----- INFORMATION PROVIDED -----

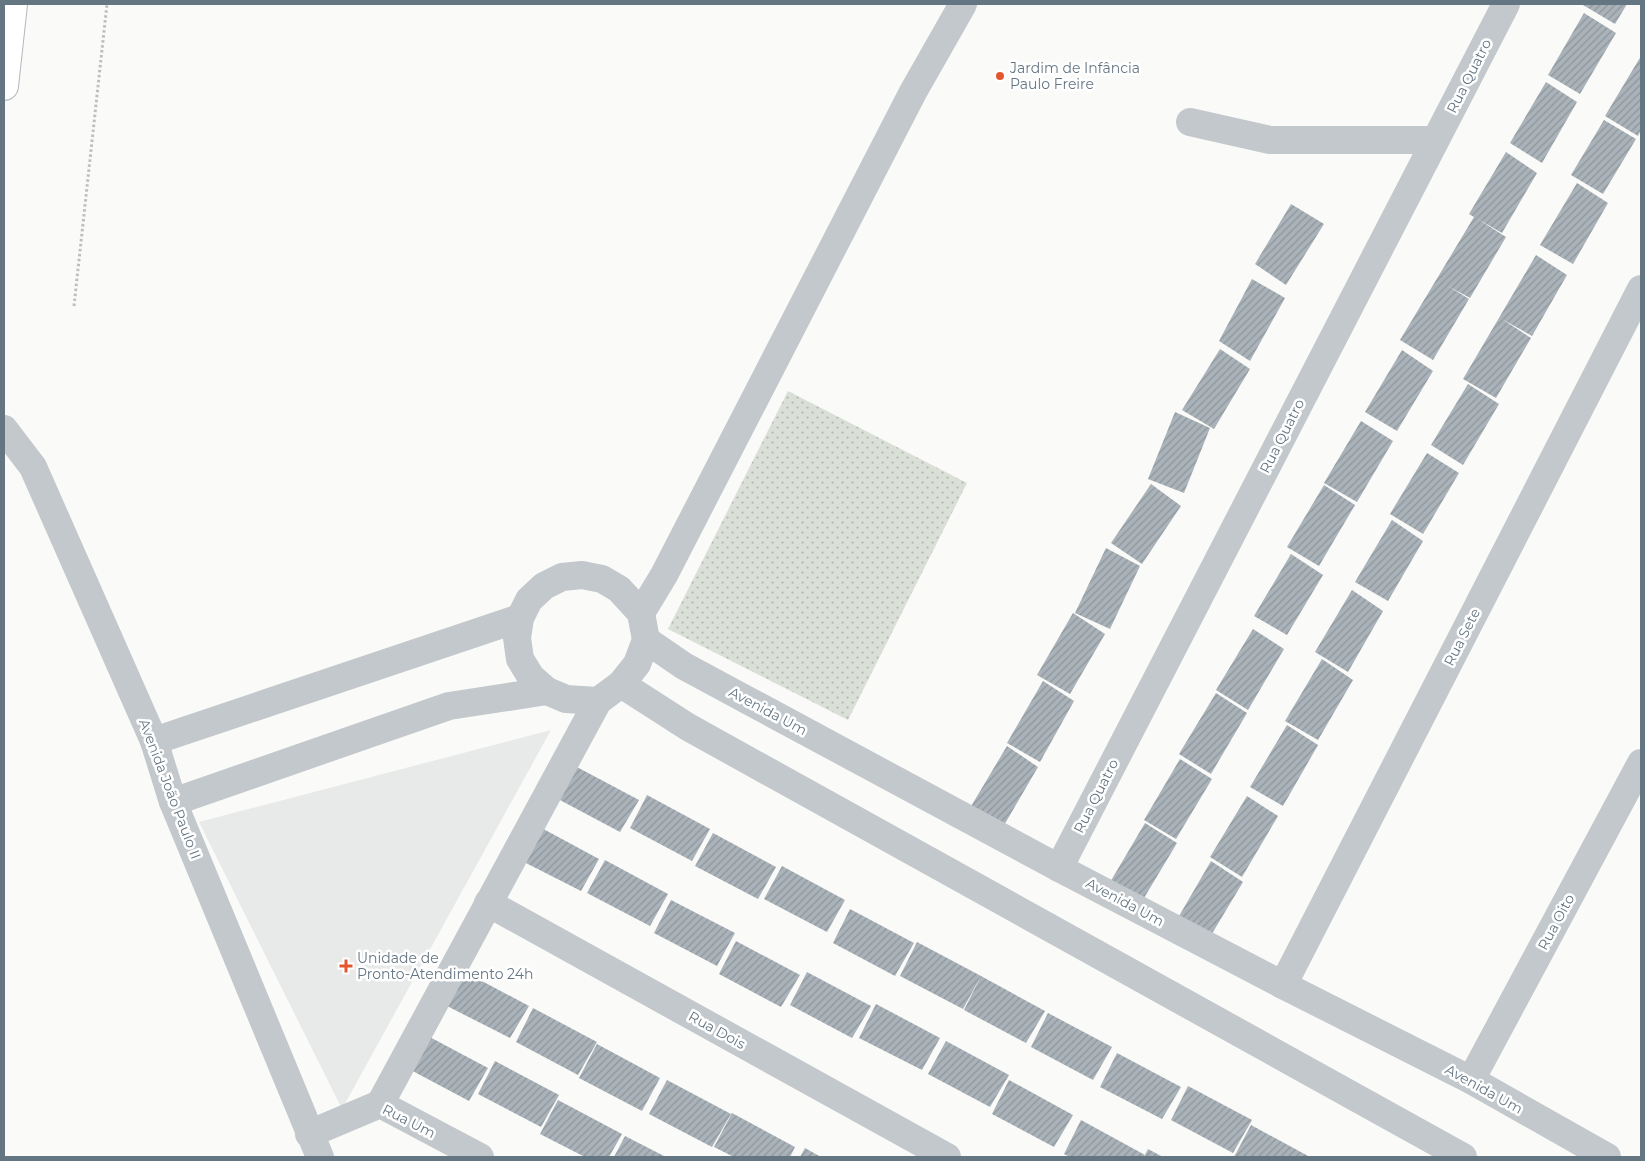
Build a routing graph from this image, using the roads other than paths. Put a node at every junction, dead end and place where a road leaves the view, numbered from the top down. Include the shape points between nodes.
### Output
1 (13, 4) edge
2 (962, 4) edge
3 (1506, 4) edge
4 (4, 86) edge
5 (1190, 122) dead end
6 (1435, 140) junction
7 (1641, 289) edge
8 (4, 429) edge
9 (641, 613) junction
10 (520, 618) junction
11 (646, 640) junction
12 (621, 684) junction
13 (547, 691) junction
14 (598, 700) junction
15 (154, 741) junction
16 (1641, 763) edge
17 (173, 802) junction
18 (1059, 868) junction
19 (488, 903) junction
20 (1283, 985) junction
21 (1471, 1080) junction
22 (380, 1104) junction
23 (314, 1146) edge
24 (480, 1157) edge
25 (947, 1157) edge
26 (1463, 1157) edge
27 (1607, 1157) edge

1 - 4 highway
2 - 9 street via 913,92 664,575
3 - 6 street, Rua Quatro
5 - 6 street via 1270,140
6 - 18 street, Rua Quatro
7 - 20 street, Rua Sete
8 - 15 street, Avenida João Paulo II via 33,467
9 - 10 street via 620,589 602,579 582,575 562,577 544,586 529,600
9 - 11 street
10 - 13 street via 517,638 520,658 531,677
10 - 15 street
11 - 12 street via 638,664
11 - 18 street, Avenida Um via 684,666
12 - 14 street
12 - 26 street via 688,727
13 - 14 street via 566,699
13 - 17 street via 449,706
14 - 19 street
15 - 17 street, Avenida João Paulo II
16 - 21 street, Rua Oito
17 - 23 street, Avenida João Paulo II
18 - 20 street, Avenida Um
19 - 22 street
19 - 25 street, Rua Dois
20 - 21 street, Avenida Um
21 - 27 street, Avenida Um
22 - 23 street, Rua Um
22 - 24 street, Rua Um

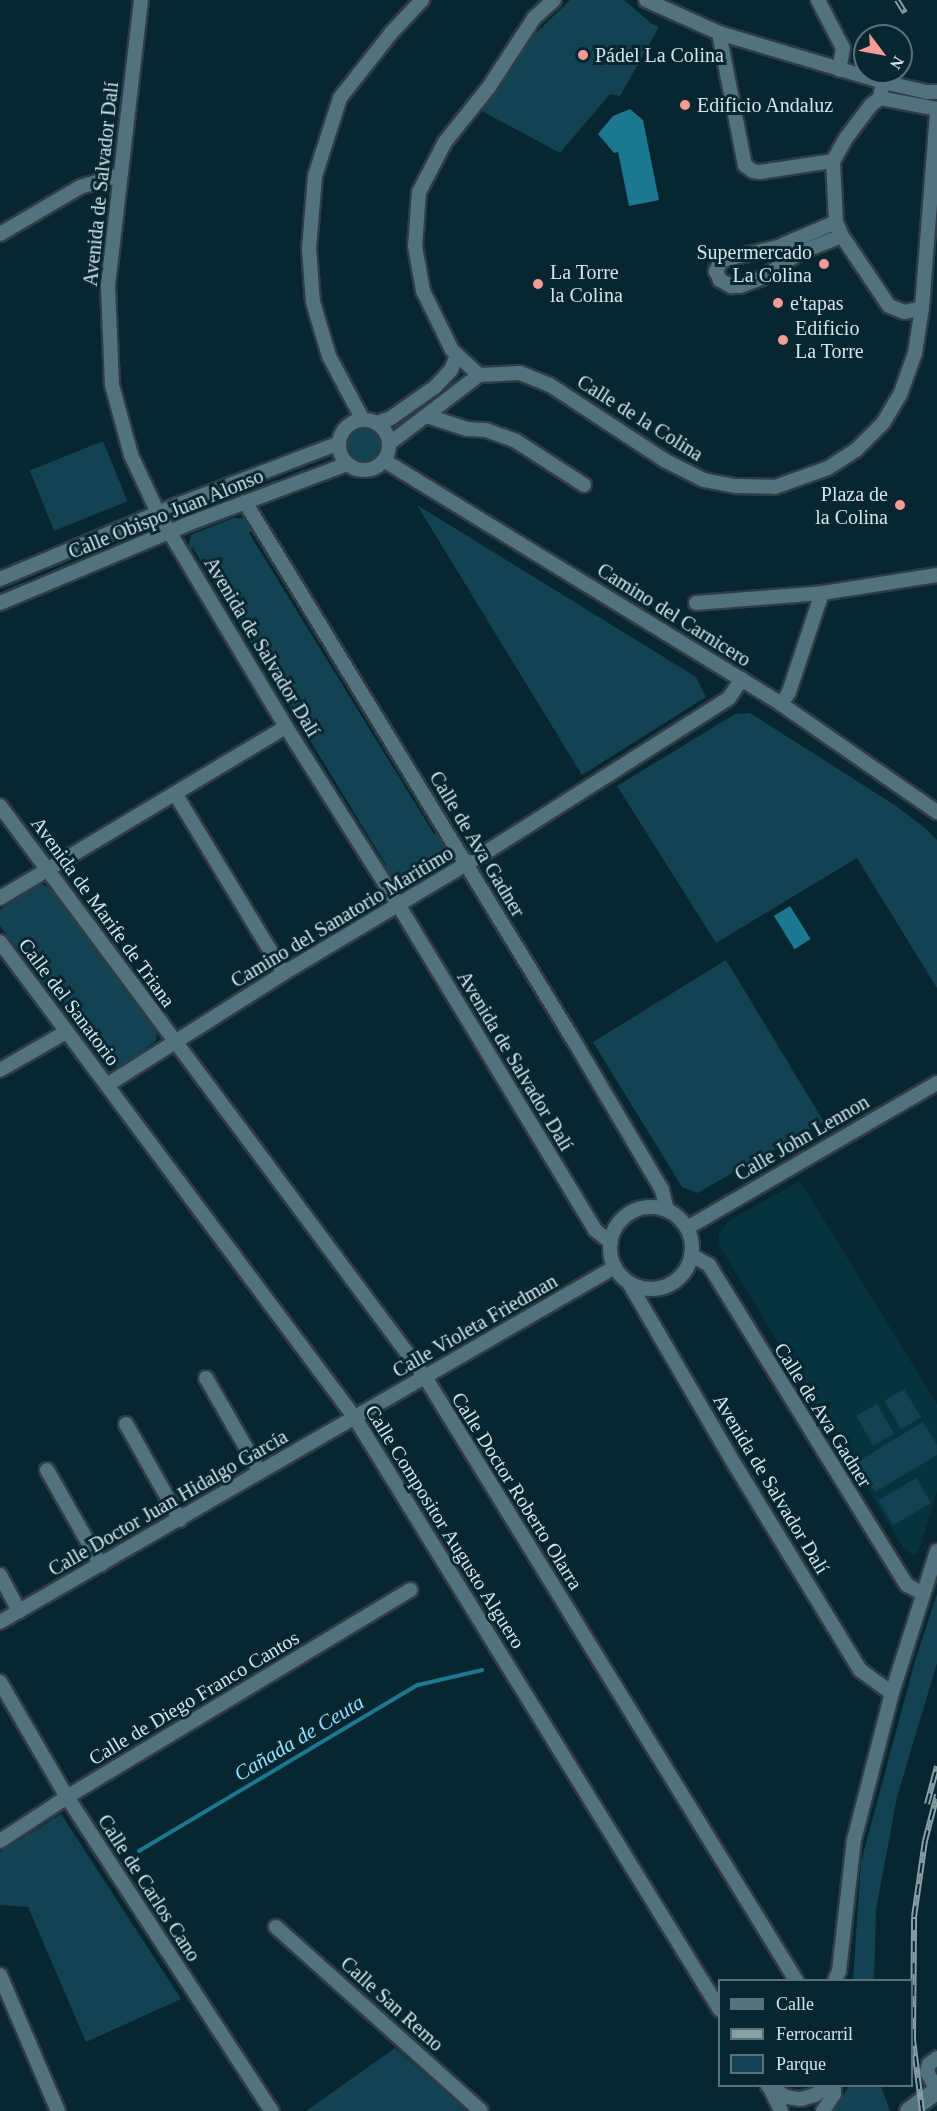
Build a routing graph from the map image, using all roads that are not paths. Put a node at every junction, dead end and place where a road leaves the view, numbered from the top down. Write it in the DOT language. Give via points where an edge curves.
graph roads {
  1 [pos="141,0"];
  2 [pos="423,0"];
  3 [pos="554,0"];
  4 [pos="646,0"];
  5 [pos="818,0"];
  6 [pos="719,33"];
  7 [pos="839,70"];
  8 [pos="853,74"];
  9 [pos="883,84"];
  10 [pos="892,84"];
  11 [pos="937,92"];
  12 [pos="880,98"];
  13 [pos="937,110"];
  14 [pos="833,161"];
  15 [pos="120,175"];
  16 [pos="836,222"];
  17 [pos="0,234"];
  18 [pos="842,236"];
  19 [pos="922,308"];
  20 [pos="457,355"];
  21 [pos="479,375"];
  22 [pos="427,416"];
  23 [pos="370,421"];
  24 [pos="390,443"];
  25 [pos="339,444"];
  26 [pos="385,461"];
  27 [pos="347,465"];
  28 [pos="584,485"];
  29 [pos="245,502"];
  30 [pos="158,513"];
  31 [pos="170,532"];
  32 [pos="937,575"];
  33 [pos="0,579"];
  34 [pos="822,593"];
  35 [pos="0,603"];
  36 [pos="696,603"];
  37 [pos="741,680"];
  38 [pos="781,704"];
  39 [pos="286,727"];
  40 [pos="176,795"];
  41 [pos="0,806"];
  42 [pos="937,812"];
  43 [pos="466,865"];
  44 [pos="49,870"];
  45 [pos="0,898"];
  46 [pos="399,906"];
  47 [pos="0,942"];
  48 [pos="284,973"];
  49 [pos="66,1032"];
  50 [pos="174,1042"];
  51 [pos="0,1070"];
  52 [pos="937,1083"];
  53 [pos="107,1085"];
  54 [pos="667,1210"];
  55 [pos="687,1227"];
  56 [pos="611,1242"];
  57 [pos="691,1255"];
  58 [pos="615,1267"];
  59 [pos="629,1283"];
  60 [pos="425,1377"];
  61 [pos="206,1378"];
  62 [pos="355,1418"];
  63 [pos="126,1424"];
  64 [pos="47,1470"];
  65 [pos="260,1472"];
  66 [pos="180,1520"];
  67 [pos="937,1551"];
  68 [pos="100,1565"];
  69 [pos="0,1575"];
  70 [pos="410,1590"];
  71 [pos="923,1594"];
  72 [pos="19,1611"];
  73 [pos="0,1622"];
  74 [pos="0,1682"];
  75 [pos="892,1693"];
  76 [pos="67,1797"];
  77 [pos="0,1841"];
  78 [pos="276,1927"];
  79 [pos="0,1975"];
  80 [pos="839,1977"];
  81 [pos="797,1978"];
  82 [pos="718,2007"];
  83 [pos="937,2058"];
  84 [pos="769,2087"];
  85 [pos="825,2087"];
  86 [pos="834,2087"];
  87 [pos="936,2091"];
  88 [pos="58,2111"];
  89 [pos="272,2111"];
  90 [pos="482,2111"];
  91 [pos="781,2111"];
  92 [pos="824,2111"];
  93 [pos="909,2111"];
  94 [pos="920,2111"];
  1 -- 15 [label="street, Avenida de Salvador Dalí"];
  2 -- 23 [label="street" via="340,98 315,176 309,249 313,302 329,356"];
  3 -- 20 [label="street" via="534,18 489,87 445,142 418,192 415,246 423,291"];
  4 -- 6 [label="street"];
  5 -- 7 [label="street" via="843,48"];
  6 -- 7 [label="street"];
  6 -- 14 [label="street" via="745,165 760,172"];
  7 -- 8 [label="street"];
  9 -- 12 [label="street"];
  10 -- 11 [label="street"];
  12 -- 13 [label="street, Calle de la Colina"];
  12 -- 14 [label="street" via="846,138"];
  13 -- 19 [label="street, Calle de la Colina"];
  14 -- 16 [label="street"];
  15 -- 17 [label="street" via="80,187"];
  15 -- 30 [label="street, Avenida de Salvador Dalí" via="108,286 112,385 131,455"];
  16 -- 18 [label="street"];
  16 -- 18 [label="street" via="778,247 722,260 716,271 720,280 740,286 762,278 799,253"];
  18 -- 19 [label="street" via="889,306 905,312"];
  19 -- 21 [label="street, Calle de la Colina" via="909,375 883,423 856,450 828,468 775,487 704,480 664,460 550,385 520,373"];
  20 -- 21 [label="street"];
  20 -- 23 [label="street" via="451,370 435,387 391,418"];
  21 -- 22 [label="street"];
  22 -- 24 [label="street"];
  22 -- 28 [label="street" via="516,441"];
  23 -- 24 [label="street" via="383,428"];
  23 -- 25 [label="street" via="349,425"];
  24 -- 26 [label="street"];
  25 -- 27 [label="street"];
  25 -- 30 [label="street, Calle Obispo Juan Alonso"];
  26 -- 27 [label="street" via="363,471"];
  26 -- 37 [label="street, Camino del Carnicero"];
  27 -- 29 [label="street, Calle Obispo Juan Alonso"];
  29 -- 31 [label="street, Calle Obispo Juan Alonso"];
  29 -- 43 [label="street, Calle de Ava Gadner"];
  30 -- 31 [label="street, Avenida de Salvador Dalí"];
  30 -- 33 [label="street, Calle Obispo Juan Alonso"];
  31 -- 35 [label="street, Calle Obispo Juan Alonso"];
  31 -- 39 [label="street, Avenida de Salvador Dalí"];
  32 -- 34 [label="street"];
  34 -- 36 [label="street"];
  34 -- 38 [label="street" via="789,692"];
  37 -- 38 [label="street, Camino del Carnicero"];
  37 -- 43 [label="street, Camino del Sanatorio Maritimo" via="729,698"];
  38 -- 42 [label="street, Camino del Carnicero"];
  39 -- 40 [label="street"];
  39 -- 46 [label="street, Avenida de Salvador Dalí"];
  40 -- 44 [label="street"];
  40 -- 48 [label="street"];
  41 -- 44 [label="street, Avenida de Marife de Triana"];
  43 -- 46 [label="street, Camino del Sanatorio Maritimo"];
  43 -- 54 [label="street, Calle de Ava Gadner" via="662,1190"];
  44 -- 45 [label="street"];
  44 -- 50 [label="street, Avenida de Marife de Triana"];
  46 -- 48 [label="street, Camino del Sanatorio Maritimo"];
  46 -- 56 [label="street, Avenida de Salvador Dalí" via="595,1230"];
  47 -- 49 [label="street, Calle del Sanatorio"];
  48 -- 50 [label="street, Camino del Sanatorio Maritimo"];
  49 -- 51 [label="street"];
  49 -- 53 [label="street, Calle del Sanatorio"];
  50 -- 53 [label="street, Camino del Sanatorio Maritimo"];
  50 -- 60 [label="street, Calle Doctor Roberto Olarra"];
  52 -- 55 [label="street, Calle John Lennon"];
  53 -- 62 [label="street, Calle Compositor Augusto Alguero"];
  54 -- 55 [label="street"];
  54 -- 56 [label="street" via="655,1207 631,1212 614,1230"];
  55 -- 57 [label="street"];
  56 -- 58 [label="street"];
  57 -- 59 [label="street" via="679,1278 668,1286 642,1288"];
  57 -- 71 [label="street, Calle de Ava Gadner" via="709,1265 907,1585"];
  58 -- 59 [label="street"];
  58 -- 60 [label="street, Calle Violeta Friedman"];
  59 -- 75 [label="street, Avenida de Salvador Dalí" via="861,1670"];
  60 -- 62 [label="street, Calle Violeta Friedman"];
  60 -- 81 [label="street, Calle Doctor Roberto Olarra"];
  61 -- 65 [label="street"];
  62 -- 65 [label="street, Calle Doctor Juan Hidalgo García"];
  62 -- 82 [label="street, Calle Compositor Augusto Alguero"];
  63 -- 66 [label="street"];
  64 -- 68 [label="street"];
  65 -- 66 [label="street, Calle Doctor Juan Hidalgo García"];
  66 -- 68 [label="street, Calle Doctor Juan Hidalgo García"];
  67 -- 71 [label="street"];
  68 -- 72 [label="street, Calle Doctor Juan Hidalgo García"];
  69 -- 72 [label="street"];
  70 -- 76 [label="street, Calle de Diego Franco Cantos"];
  71 -- 75 [label="street"];
  72 -- 73 [label="street, Calle Doctor Juan Hidalgo García"];
  74 -- 76 [label="street, Calle de Carlos Cano"];
  75 -- 80 [label="street" via="854,1840"];
  76 -- 77 [label="street, Calle de Diego Franco Cantos"];
  76 -- 89 [label="street, Calle de Carlos Cano"];
  78 -- 90 [label="street, Calle San Remo"];
  79 -- 88 [label="street"];
  83 -- 87 [label="street" via="927,2072"];
  84 -- 85 [label="street" via="786,2097 801,2099"];
  84 -- 91 [label="street"];
  86 -- 92 [label="street"];
  87 -- 93 [label="street"];
  87 -- 94 [label="street"];
}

-----

ABOUT THIS TASK: Only the lines of the data holding the string "using" are wanted; copy each of them.

COMPLETED TASK:
Build a routing graph from this image, using the roads other than paths. Put a node at every junction, dead end and place where a road leaves the view, numbered from the top down. Include the shape points between nodes.
Build a routing graph from the map image, using all roads that are not paths. Put a node at every junction, dead end and place where a road leaves the view, numbered from the top down. Write it in the DOT language. Give via points where an edge curves.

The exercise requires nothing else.